Once we have a list of models, we perform a cross validated, randomized grid search on the best performing one to define the final model.

In [None]:
def top_pipeline(all_scores, index = 0):
    return all_scores.sort_values(by=['Mean'], ascending = False).iloc[index]['Pipe']
    
grid = {
    'random_forest__criterion': ['gini', 'entropy'],
    'random_forest__min_samples_leaf': [10, 20],
    'random_forest__min_samples_split': [5, 8],
    'random_forest__max_leaf_nodes': [30, 60],
}

final_scores, grid_pipe = cross_val(train_data, model = clone(top_pipeline(all_scores)), grid = grid)
final_scores

### Best Parameters for the Model

In [None]:
print(grid_pipe.best_params_)
final_pipe = grid_pipe.best_estimator_

# Results
We evaluate the final model with the holdout, obtaining the definitive score of the model.

In [None]:
def predict(df, holdout, pipe):
    X_train, y_train = split_x_y(df)
    pipe.fit(X_train, y_train)

    X, y = split_x_y(holdout)

    return y, pipe.predict(X)

y, predictions = predict(train_data, holdout, final_pipe)
score = metric_scorer(y, predictions)
score

## Receiver Operating Characteristic (ROC) / Area Under the Curve 
To review the performance of the model, accuracy is not enough, therefore we plot the ROC of the model on the holdout data and print a classification report.

In [None]:
def plot_roc(fpr, tpr, logit_roc_auc):
    plt.figure(figsize=(12, 6))
    plt.plot(fpr, tpr)
    plt.plot([0, 1], [0, 1], 'r--')
    plt.xlim([0.0, 1.05])
    plt.ylim([0.0, 1.05])
    plt.xlabel('False Positive Rate')
    plt.ylabel('True Positive Rate')
    plt.title('ROC curve')
    plt.show()

def roc(df, model, predictions):
    X, y = split_x_y(df)
    logit_roc_auc = roc_auc_score(y, predictions)
    fpr, tpr, thresholds = roc_curve(y, model.predict_proba(X)[:,1])
    plot_roc(fpr, tpr, logit_roc_auc)
    print(classification_report(y, predictions))
        
roc(holdout, final_pipe, predictions)

## Stacked Model
Finally, we create a stacked model using the top 2 models obtained during the modeling phase and obtain the holdout results.

In [None]:
def stack_predict(df, holdout, pipes, amount = 2):
    X, y = split_x_y(df)
    X_test, y_test = split_x_y(holdout)

    pipe = Pipeline(top_pipeline(pipes).steps[:-1])
    X = pipe.fit_transform(X)
    X_test = pipe.transform(X_test)

    estimators = []

    for i in range(amount):
        estimators.append((str(i), top_pipeline(pipes, i).steps[-1][1]))

    regression = False

    if KEYS['METRIC'] in ['explained_variance', 'neg_mean_absolute_error', 'neg_mean_squared_error', 'neg_mean_squared_log_error', 'neg_median_absolute_error', 'r2'] :
        regression = True

    stack = StackingTransformer(estimators, regression)
    stack.fit(X, y)

    S_train = stack.transform(X)
    S_test = stack.transform(X_test)

    final_estimator = estimators[0][1]
    final_estimator.fit(S_train, y)

    return final_estimator, y_test, final_estimator.predict(S_test)

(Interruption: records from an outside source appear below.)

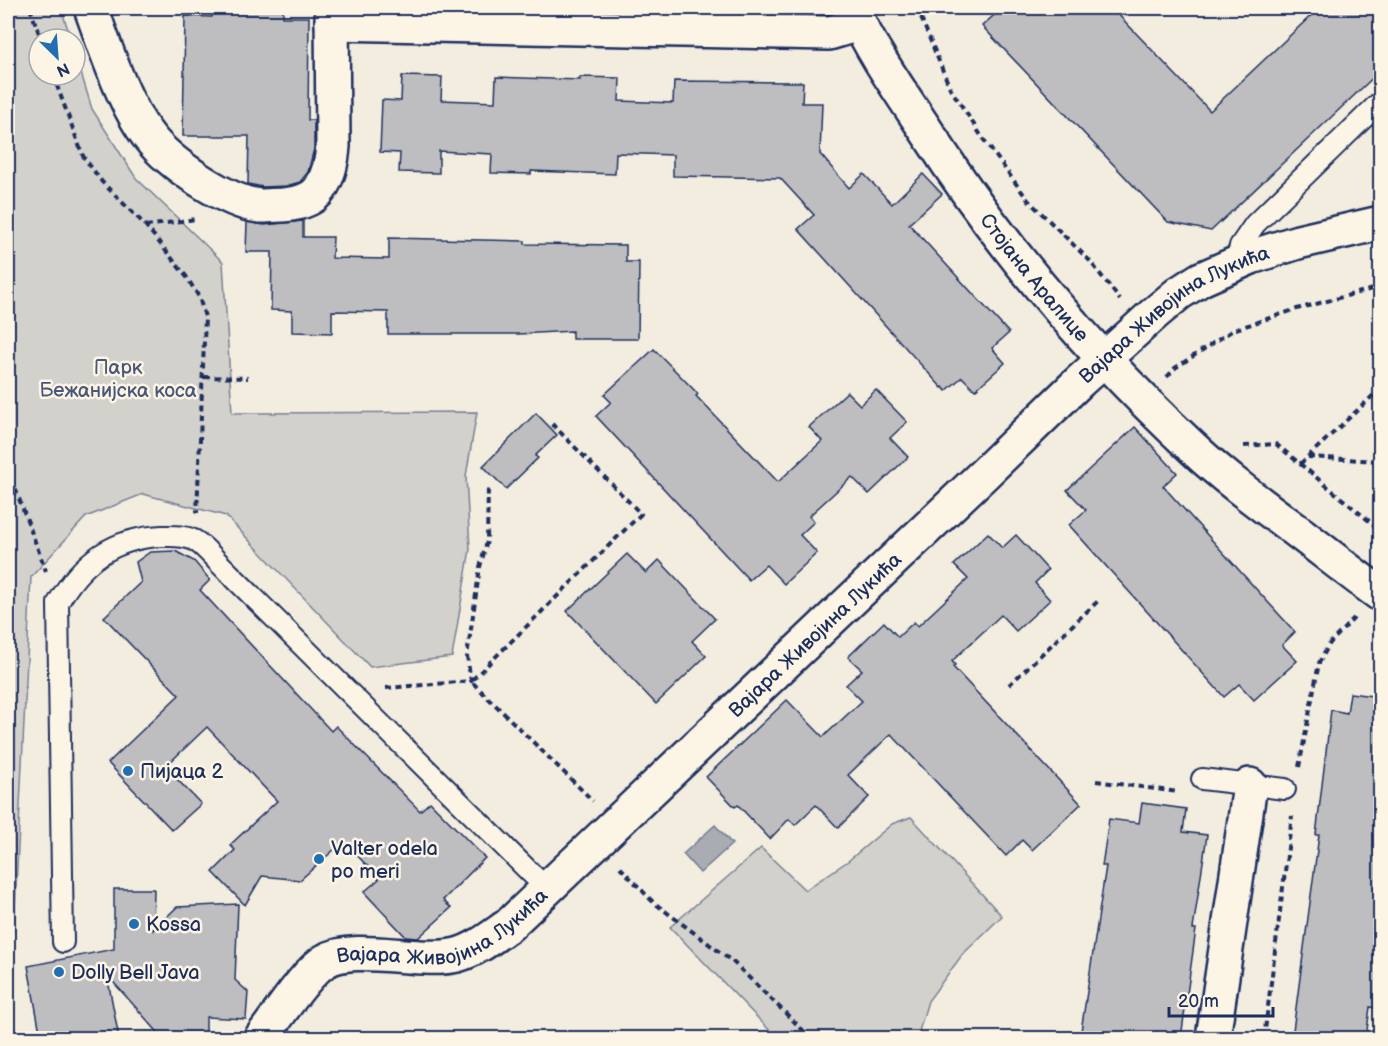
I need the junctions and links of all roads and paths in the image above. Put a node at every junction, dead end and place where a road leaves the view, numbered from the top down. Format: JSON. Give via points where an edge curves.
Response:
{"nodes":[{"id":1,"x":30,"y":8,"type":"edge"},
{"id":2,"x":91,"y":8,"type":"edge"},
{"id":3,"x":332,"y":15,"type":"edge"},
{"id":4,"x":855,"y":16,"type":"edge"},
{"id":5,"x":37,"y":27,"type":"edge"},
{"id":6,"x":57,"y":87,"type":"edge"},
{"id":7,"x":1380,"y":102,"type":"edge"},
{"id":8,"x":1380,"y":223,"type":"edge"},
{"id":9,"x":1237,"y":263,"type":"junction"},
{"id":10,"x":1380,"y":287,"type":"edge"},
{"id":11,"x":1104,"y":359,"type":"junction"},
{"id":12,"x":204,"y":377,"type":"junction"},
{"id":13,"x":248,"y":378,"type":"dead end"},
{"id":14,"x":1163,"y":382,"type":"dead end"},
{"id":15,"x":1380,"y":389,"type":"edge"},
{"id":16,"x":552,"y":424,"type":"dead end"},
{"id":17,"x":1308,"y":457,"type":"junction"},
{"id":18,"x":1380,"y":461,"type":"edge"},
{"id":19,"x":1300,"y":464,"type":"dead end"},
{"id":20,"x":8,"y":469,"type":"edge"},
{"id":21,"x":488,"y":489,"type":"dead end"},
{"id":22,"x":195,"y":541,"type":"junction"},
{"id":23,"x":1380,"y":594,"type":"edge"},
{"id":24,"x":1098,"y":601,"type":"dead end"},
{"id":25,"x":58,"y":603,"type":"junction"},
{"id":26,"x":471,"y":681,"type":"junction"},
{"id":27,"x":1009,"y":685,"type":"dead end"},
{"id":28,"x":348,"y":692,"type":"junction"},
{"id":29,"x":1096,"y":781,"type":"dead end"},
{"id":30,"x":1250,"y":785,"type":"junction"},
{"id":31,"x":1196,"y":786,"type":"joint"},
{"id":32,"x":1285,"y":789,"type":"dead end"},
{"id":33,"x":606,"y":832,"type":"junction"},
{"id":34,"x":548,"y":890,"type":"junction"},
{"id":35,"x":63,"y":942,"type":"dead end"},
{"id":36,"x":261,"y":1038,"type":"edge"},
{"id":37,"x":811,"y":1038,"type":"edge"},
{"id":38,"x":1213,"y":1038,"type":"edge"}],
"edges":[{"from":1,"to":5,"type":"path"},
{"from":2,"to":3,"type":"street","via":[[133,110],[148,136],[168,158],[193,176],[258,206],[294,204],[314,195],[332,159]]},
{"from":3,"to":4,"type":"street","via":[[829,33]]},
{"from":4,"to":11,"type":"street","name":"Стојана Аралице","via":[[909,106],[981,213],[1042,291]]},
{"from":6,"to":12,"type":"path","via":[[83,156],[102,182],[146,226],[199,297],[205,317]]},
{"from":7,"to":9,"type":"lane","via":[[1255,224],[1240,246]]},
{"from":8,"to":9,"type":"street","name":"Вајара Живојина Лукића","via":[[1298,242]]},
{"from":9,"to":11,"type":"street","name":"Вајара Живојина Лукића","via":[[1179,293]]},
{"from":10,"to":14,"type":"path","via":[[1233,330],[1175,368]]},
{"from":11,"to":23,"type":"street","name":"Стојана Аралице","via":[[1216,468]]},
{"from":11,"to":33,"type":"street","name":"Вајара Живојина Лукића"},
{"from":12,"to":13,"type":"path"},
{"from":12,"to":22,"type":"path"},
{"from":15,"to":17,"type":"path"},
{"from":16,"to":26,"type":"path","via":[[641,514]]},
{"from":17,"to":18,"type":"path"},
{"from":17,"to":19,"type":"path"},
{"from":20,"to":25,"type":"path"},
{"from":21,"to":26,"type":"path","via":[[488,541],[466,656]]},
{"from":22,"to":25,"type":"lane","via":[[178,536],[152,536],[105,550],[70,582]]},
{"from":22,"to":28,"type":"lane"},
{"from":24,"to":27,"type":"path"},
{"from":25,"to":35,"type":"lane"},
{"from":26,"to":28,"type":"path"},
{"from":26,"to":33,"type":"path"},
{"from":28,"to":34,"type":"lane"},
{"from":29,"to":31,"type":"path"},
{"from":30,"to":31,"type":"lane"},
{"from":30,"to":32,"type":"lane"},
{"from":30,"to":38,"type":"street"},
{"from":33,"to":34,"type":"street","name":"Вајара Живојина Лукића"},
{"from":33,"to":37,"type":"path","via":[[653,903],[733,962]]},
{"from":34,"to":36,"type":"street","name":"Вајара Живојина Лукића","via":[[509,925],[457,955],[332,957],[314,968]]}]}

stacked, y_stacked, predictions_stacked = stack_predict(train_data, holdout, all_scores, amount = 2)
score_stacked = metric_scorer(y_stacked, predictions_stacked)
score_stacked

In [None]:
print(classification_report(y_stacked, predictions_stacked))

# Conclusions
The classification report obtained from our stacked model shows its precision (how often the predictions are correct) and the recall (how many of the total observations in the set are correctly classified), also f1-score (combination of both). The weighted average for all of them is near perfect, which means that it can classify which employees will leave the company with great efficacy.

As it was seen in the feature importance step, the most important features in determining employee attrition are their satisfaction level, the number of projects they had, the time spent in the company, their average monthly hours and the score on their last evaluation.

This information is extremely useful to the company and can be used to help them retain their talent and reduce financial losses, first by knowing that these are the factors that they must pay the most attention to, and second, because for each employee, they can obtain an accurate estimation on whether they will leave or not and take the necessary measures to prevent it.

Finally, from this analysis we obtained a set of functions and steps that can greatly speed up and structure our future machine learning endeavors, we hope that you find them useful.